Defensive tackle Dexter Larimore, linebacker Brian Rolle, cornerback Devon Torrence and safety Jermale Hines each started for two years.
That's a lot of experience gone from a defense that will be expected to hold opponents in check until an offense missing its top playmakers is allowed to finally run with scissors again when its A-listers return in Week 6 against Nebraska.
By then, OSU will have played its Big Ten opener against visiting Michigan State, which fortuitously skipped the Buckeyes last year when it was masquerading as a BCS contender until exposed by Alabama, 49-7, in the Capital One Bowl.
MSU, though, is not scrambling to fill spots at skill positions like Ohio State, nor are Big Ten challengers Michigan or Nebraska.
Ah, but that doesn't really matter, because all three of those teams are in the Legends Division of the soon-to-be-12-team Big Ten when Nebraska comes aboard this fall.

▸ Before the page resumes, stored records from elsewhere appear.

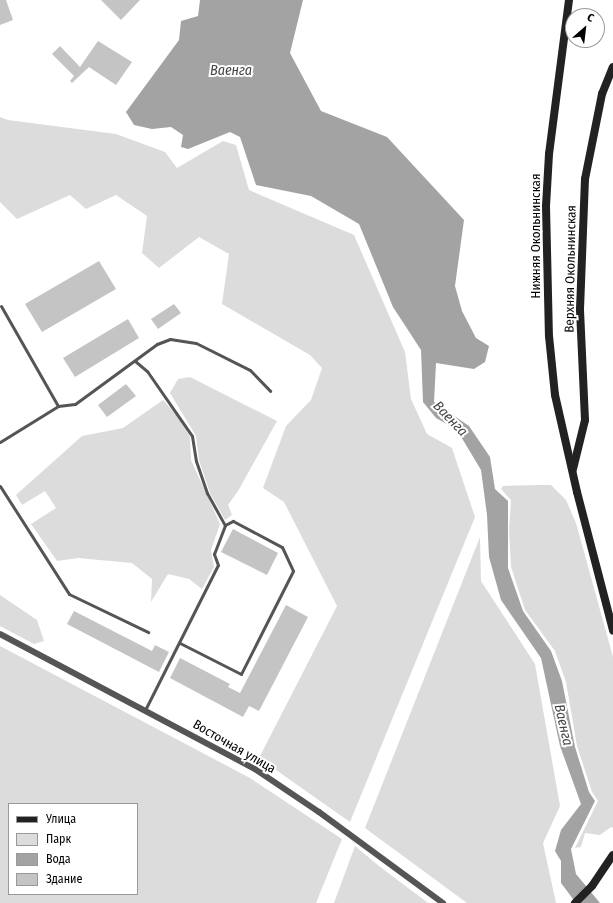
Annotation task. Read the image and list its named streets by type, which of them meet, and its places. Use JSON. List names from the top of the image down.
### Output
{
  "streets": {
    "main road": ["Нижняя Окольнинская", "Верхняя Окольнинская"],
    "street": ["Восточная улица"]
  },
  "crossings": [
    ["Нижняя Окольнинская", "Верхняя Окольнинская"]
  ],
  "water": ["Ваенга"],
  "legend": [
    "Улица",
    "Парк",
    "Вода",
    "Здание"
  ],
  "north": "top right"
}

OSU is in the Leaders Division, where Wisconsin is looking for a quarterback to replace Scott Tolzein, Penn State is trying to figure out how to name a starter from among three candidates so the other two don't transfer, and Illinois was eviscerated by three early-entries to the NFL draft.
It appears the Buckeyes have deftly positioned themselves in the weakest division of the league, thus providing an inside lane to the first Big Ten Championship game in December, despite missing many of their difference-makers for half the season.
Besides that, Ohio State gets its only two viable Leaders Division challengers, Wisconsin and Penn State, in Ohio Stadium late in the year when Pryor and the players who followed him into NCAA prison will be back in the lineup.
So no matter how ugly things get in the scrimmage wrap-up to spring practice, and no matter how discouraging the future may seem with five key players and the head coach on the sidelines until Oct. 8, a fortuitous schedule and the relative weakness of its half of the league suggest Ohio State will wind up right where it has been for the past six seasons.
On top of the conference, looking down at everyone else.